Archive for the ‘Uncategorized’ Category

Lee delays, countersues, files backwards class-action suit, does somersault, falls down rabbit hole

Thursday, June 30th, 2011

Earlier this month, in our case involving the yellow contract retirees, Lee – after receiving several extensions – finally replied to our motion.  They did this several ways.  First, they counter-sued and seem to want to get a decision under ERISA – the federal law regarding pension plans.  Now, our suit wasn’t filed to have anything decided under ERISA; it was filed to compel arbitration.  The legal differences and reasoning behind it all gets rather complicated and I don’t care to lay out points of strategy on such a public forum, so I will let it go at that.

With their filing, Lee has gone off in a slightly different direction.  In their counter-suit, they ask the court to declare (under the ‘Declaratory Judgement Act”), that they have the right to do what they did under ERISA.  Lee doesn’t stop there though and their suit doesn’t just name the Guild – it names the retirees as defendants as well!  Lee has filed what they are characterizing as a  class-action suit and want to get the court to not only issue a declaratory judgement stating that they have the right to do what they did under ERISA; they also want the court to declare that our retirees can’t sue them in a class-action suit anytime in the future (Did somebody hear something?  Are people getting nervous?).

Most legal scholars would agree that a class-action suit involves a bunch of wronged parties suing a lone, guilty party.  It seems to me – an admitted layman – that it’s a bit of a stretch to think that one party suing a bunch of different parties is the same thing.  But there you have it.  Lee – the company that paid more for a single paper than their entire media empire is now worth – has gone backwards through the looking glass again (however, a quick look online at their new attorneys and one learns that their firm does have a department that handles such things, so who can say).

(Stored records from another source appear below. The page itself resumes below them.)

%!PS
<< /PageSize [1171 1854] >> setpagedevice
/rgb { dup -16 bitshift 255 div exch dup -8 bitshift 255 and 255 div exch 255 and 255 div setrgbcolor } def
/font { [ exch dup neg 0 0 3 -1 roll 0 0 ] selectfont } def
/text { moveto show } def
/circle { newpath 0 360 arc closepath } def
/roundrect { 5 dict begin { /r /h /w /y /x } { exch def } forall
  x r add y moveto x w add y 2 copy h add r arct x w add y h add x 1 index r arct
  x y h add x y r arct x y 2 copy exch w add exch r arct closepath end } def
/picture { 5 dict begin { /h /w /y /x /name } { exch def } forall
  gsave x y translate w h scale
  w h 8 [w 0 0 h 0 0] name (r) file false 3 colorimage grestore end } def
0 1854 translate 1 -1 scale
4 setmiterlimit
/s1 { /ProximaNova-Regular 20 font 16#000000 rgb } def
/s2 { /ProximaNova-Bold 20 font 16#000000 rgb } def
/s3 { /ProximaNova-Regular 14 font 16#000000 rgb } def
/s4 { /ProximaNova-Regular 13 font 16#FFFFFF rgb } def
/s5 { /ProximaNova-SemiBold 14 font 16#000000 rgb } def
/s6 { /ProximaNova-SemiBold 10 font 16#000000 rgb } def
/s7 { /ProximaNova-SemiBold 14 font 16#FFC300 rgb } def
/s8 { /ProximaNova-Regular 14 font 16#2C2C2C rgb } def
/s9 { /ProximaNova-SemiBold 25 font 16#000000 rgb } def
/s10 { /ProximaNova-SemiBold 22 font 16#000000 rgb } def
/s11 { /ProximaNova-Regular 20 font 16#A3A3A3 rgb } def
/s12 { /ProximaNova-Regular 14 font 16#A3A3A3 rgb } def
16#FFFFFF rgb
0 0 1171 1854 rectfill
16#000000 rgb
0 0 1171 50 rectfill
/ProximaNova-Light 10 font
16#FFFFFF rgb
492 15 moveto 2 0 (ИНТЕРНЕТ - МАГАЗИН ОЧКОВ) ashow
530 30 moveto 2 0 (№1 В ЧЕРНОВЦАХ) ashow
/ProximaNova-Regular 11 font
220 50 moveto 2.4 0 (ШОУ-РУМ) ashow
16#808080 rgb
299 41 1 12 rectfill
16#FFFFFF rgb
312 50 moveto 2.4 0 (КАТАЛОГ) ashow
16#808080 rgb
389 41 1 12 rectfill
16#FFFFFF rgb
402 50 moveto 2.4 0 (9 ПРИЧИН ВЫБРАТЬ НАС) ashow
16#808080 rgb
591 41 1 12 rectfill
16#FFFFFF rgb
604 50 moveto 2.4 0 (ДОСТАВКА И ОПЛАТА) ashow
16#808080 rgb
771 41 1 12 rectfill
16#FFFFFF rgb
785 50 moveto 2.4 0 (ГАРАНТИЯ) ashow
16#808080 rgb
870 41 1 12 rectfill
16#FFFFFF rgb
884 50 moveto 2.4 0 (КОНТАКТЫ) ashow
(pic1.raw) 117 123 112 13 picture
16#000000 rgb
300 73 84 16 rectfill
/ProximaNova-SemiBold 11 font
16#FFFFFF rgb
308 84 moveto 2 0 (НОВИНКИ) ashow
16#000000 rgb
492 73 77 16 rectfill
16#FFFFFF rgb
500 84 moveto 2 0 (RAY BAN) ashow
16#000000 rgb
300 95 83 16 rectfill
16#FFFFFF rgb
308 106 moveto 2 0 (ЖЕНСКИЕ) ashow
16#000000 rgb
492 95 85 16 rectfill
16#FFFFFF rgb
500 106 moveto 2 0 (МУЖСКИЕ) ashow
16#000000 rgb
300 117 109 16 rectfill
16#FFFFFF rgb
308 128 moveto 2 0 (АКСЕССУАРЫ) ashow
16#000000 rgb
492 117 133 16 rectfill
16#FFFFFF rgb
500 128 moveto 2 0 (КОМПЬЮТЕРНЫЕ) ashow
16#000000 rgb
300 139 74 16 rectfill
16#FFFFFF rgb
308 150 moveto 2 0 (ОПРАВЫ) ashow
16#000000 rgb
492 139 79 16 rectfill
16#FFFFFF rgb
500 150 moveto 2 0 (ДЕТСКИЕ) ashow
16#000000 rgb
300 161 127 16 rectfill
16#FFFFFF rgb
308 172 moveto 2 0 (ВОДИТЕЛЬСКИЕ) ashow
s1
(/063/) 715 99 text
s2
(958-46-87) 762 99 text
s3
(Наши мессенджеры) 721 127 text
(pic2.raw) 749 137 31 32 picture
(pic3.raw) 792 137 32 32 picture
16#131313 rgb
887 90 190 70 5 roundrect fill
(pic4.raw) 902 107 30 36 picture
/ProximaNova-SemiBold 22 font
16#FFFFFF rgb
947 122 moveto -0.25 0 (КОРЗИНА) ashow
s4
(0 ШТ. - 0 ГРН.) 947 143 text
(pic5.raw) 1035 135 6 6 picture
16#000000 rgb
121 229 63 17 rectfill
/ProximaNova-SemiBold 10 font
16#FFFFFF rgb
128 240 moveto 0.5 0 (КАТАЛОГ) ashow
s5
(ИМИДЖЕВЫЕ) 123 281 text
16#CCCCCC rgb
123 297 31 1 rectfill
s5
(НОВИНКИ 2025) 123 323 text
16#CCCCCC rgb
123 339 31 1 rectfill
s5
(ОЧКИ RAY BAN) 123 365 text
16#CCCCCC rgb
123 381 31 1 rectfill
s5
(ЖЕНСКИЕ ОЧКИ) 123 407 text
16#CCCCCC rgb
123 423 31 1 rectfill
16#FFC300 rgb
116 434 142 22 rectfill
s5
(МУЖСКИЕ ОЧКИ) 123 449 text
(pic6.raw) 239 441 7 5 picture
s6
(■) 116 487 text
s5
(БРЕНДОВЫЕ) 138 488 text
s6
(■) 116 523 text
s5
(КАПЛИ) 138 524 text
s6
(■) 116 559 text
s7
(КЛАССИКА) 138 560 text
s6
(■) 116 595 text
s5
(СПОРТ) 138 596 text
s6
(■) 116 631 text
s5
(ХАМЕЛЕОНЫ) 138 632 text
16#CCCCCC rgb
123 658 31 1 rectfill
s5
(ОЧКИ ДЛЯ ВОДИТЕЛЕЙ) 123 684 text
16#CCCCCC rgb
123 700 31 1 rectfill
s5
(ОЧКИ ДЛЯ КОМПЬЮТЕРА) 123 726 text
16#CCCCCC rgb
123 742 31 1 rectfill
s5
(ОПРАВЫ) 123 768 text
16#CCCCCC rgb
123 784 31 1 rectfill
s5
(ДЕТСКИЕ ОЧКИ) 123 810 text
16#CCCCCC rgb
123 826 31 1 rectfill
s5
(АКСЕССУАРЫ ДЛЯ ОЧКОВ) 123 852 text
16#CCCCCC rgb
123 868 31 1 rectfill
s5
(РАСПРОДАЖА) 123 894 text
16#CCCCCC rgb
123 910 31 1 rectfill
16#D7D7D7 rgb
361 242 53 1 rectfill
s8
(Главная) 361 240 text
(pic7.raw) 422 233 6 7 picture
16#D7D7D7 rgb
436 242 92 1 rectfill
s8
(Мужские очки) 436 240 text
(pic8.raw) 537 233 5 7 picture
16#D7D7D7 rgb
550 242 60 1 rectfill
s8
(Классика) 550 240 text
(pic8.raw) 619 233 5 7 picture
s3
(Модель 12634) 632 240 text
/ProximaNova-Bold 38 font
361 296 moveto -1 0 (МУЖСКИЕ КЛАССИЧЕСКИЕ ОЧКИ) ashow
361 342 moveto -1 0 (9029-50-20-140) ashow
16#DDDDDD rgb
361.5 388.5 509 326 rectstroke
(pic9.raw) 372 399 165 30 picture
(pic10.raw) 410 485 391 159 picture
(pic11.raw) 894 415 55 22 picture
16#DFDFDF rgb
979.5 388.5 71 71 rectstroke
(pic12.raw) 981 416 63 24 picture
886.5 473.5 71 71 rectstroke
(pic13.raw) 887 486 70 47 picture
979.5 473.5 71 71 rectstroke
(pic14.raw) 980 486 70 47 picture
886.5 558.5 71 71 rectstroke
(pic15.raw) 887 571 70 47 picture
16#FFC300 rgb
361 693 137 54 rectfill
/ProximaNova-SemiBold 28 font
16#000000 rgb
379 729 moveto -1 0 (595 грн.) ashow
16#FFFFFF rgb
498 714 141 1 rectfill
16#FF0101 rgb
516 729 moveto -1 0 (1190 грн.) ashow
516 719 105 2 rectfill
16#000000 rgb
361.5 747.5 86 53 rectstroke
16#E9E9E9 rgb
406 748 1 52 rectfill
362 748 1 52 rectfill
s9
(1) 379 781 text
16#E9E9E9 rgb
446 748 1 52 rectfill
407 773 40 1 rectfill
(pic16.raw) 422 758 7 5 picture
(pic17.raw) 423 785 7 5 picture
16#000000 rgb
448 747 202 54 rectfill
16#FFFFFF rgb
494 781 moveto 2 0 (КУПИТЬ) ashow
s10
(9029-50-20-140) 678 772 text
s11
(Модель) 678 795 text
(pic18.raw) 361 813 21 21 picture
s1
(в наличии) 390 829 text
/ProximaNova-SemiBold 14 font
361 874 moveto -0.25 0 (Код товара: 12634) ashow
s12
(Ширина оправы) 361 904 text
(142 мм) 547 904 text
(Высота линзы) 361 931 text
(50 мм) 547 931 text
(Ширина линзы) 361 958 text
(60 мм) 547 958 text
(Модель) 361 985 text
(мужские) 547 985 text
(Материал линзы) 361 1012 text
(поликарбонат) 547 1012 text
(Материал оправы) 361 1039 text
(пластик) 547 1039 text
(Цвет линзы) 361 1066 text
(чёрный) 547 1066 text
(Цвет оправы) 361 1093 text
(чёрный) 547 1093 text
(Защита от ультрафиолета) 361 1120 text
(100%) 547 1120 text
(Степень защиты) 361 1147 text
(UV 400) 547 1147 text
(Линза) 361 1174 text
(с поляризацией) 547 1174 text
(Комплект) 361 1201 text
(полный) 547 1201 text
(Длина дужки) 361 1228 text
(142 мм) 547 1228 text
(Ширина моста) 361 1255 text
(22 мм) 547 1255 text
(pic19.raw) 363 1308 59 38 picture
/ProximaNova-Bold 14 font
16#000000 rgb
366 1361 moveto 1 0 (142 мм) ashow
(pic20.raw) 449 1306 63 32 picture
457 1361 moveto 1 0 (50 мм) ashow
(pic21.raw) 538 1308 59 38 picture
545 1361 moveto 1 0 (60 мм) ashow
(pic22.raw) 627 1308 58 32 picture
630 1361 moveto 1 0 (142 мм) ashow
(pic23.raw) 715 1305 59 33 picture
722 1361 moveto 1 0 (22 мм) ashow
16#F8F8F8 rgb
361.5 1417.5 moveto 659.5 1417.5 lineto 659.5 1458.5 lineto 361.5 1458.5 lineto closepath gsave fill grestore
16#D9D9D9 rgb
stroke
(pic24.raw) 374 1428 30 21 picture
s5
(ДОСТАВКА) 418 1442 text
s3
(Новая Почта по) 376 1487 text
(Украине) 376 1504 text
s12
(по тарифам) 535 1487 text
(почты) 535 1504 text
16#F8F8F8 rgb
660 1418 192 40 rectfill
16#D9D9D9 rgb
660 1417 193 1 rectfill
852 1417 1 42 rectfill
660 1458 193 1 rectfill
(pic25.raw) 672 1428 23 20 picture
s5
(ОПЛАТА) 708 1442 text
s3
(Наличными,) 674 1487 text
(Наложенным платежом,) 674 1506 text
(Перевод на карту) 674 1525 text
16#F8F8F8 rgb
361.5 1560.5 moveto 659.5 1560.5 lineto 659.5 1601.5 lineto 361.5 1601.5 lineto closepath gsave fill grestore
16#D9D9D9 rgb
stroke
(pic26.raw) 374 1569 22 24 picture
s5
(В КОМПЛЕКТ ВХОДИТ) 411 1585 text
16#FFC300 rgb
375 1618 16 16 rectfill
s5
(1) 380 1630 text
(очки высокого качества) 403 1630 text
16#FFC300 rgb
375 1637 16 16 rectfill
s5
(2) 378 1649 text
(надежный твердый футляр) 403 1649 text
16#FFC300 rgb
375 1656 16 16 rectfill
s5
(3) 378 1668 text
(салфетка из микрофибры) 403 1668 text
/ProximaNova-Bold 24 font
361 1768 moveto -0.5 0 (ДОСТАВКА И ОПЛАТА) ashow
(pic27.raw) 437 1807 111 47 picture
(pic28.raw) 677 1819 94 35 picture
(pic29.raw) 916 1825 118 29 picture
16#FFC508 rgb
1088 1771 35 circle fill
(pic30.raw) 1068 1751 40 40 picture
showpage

But – curiouser and curiouser – that’s not the end of it.  To make matters worse, Lee named three seemingly random retirees as “class representatives” and had them served with subpoenas.  One presumes that Lee somehow expects these three retirees, who are living on fixed incomes and who recently have had to purchase health care coverage, to be able to hire attorneys to represent them in federal court.

Then today, Lee struck again.  Going for another declaratory judgement, the corporation filed another counter-suit.  This time they filed against the Guild and our blue contract retirees and they named three more retirees as class representatives for that group as well.  What a world.

As I stated earlier, it is not my intention to discuss pending legal maneuvers, so I will just say that the Guild is busy preparing its response.

Dislocated Workers Program scheduled for Tuesday, July 19

Thursday, June 30th, 2011

The AFL-CIO Dislocated Workers Program will be held in the Guild office building, 1015 Locust Street, in the 9th floor conference room – suite 916.  Our building is on the corner of 11th and Locust and parking is available in the building.

All individuals who were laid off in June – as well as those who were let go in April – are invited to attend this event.  Like we have done in the past, the Guild invites all laid off employees – union and nonunion alike – to participate in this.  The program will run from 9:00 to 4:00 and cover a variety of subjects with which  one is confronted after losing one’s job.

Representatives will be on hand from many different bureaus and agencies – on both sides of the river - with a wealth of information to assist you as you make your way forward through this difficult time.  Many subjects will be addressed:  subjects like unemployment insurance (US Dept of Labor will be here), reducing your bills (budget counselors) tax issues (the IRS will be on hand) and dealing with stress, to name a few.  Members will learn about available resources – like available tuition dollars for those thinking about returning to school – and how to access them as quickly as possible.  There will be handouts, Q and A and, hopefully, everyone will leave a bit more able to deal with their new reality.

Lunch will be provided.

Truthout announces raises!

Wednesday, June 29th, 2011

In 2010, after Truthout signed their first contact with the Guild, money was extremely tight (read about Truthout’s interesting history and their struggle to unionize in this website’s archives).  But unlike most employers, Truthout opened their books and let the Guild’s bargaining team look over their financial situation.  After agreeing that raises were not something that could be granted right then, a contract was bargained that called for raises when certain revenue levels were reached.  And, because Truthout’s new management team had been so candid and forthright in their negotiations, the employees were totally on board with putting their shoulders to the wheel and helping their enlightened employer turn things around.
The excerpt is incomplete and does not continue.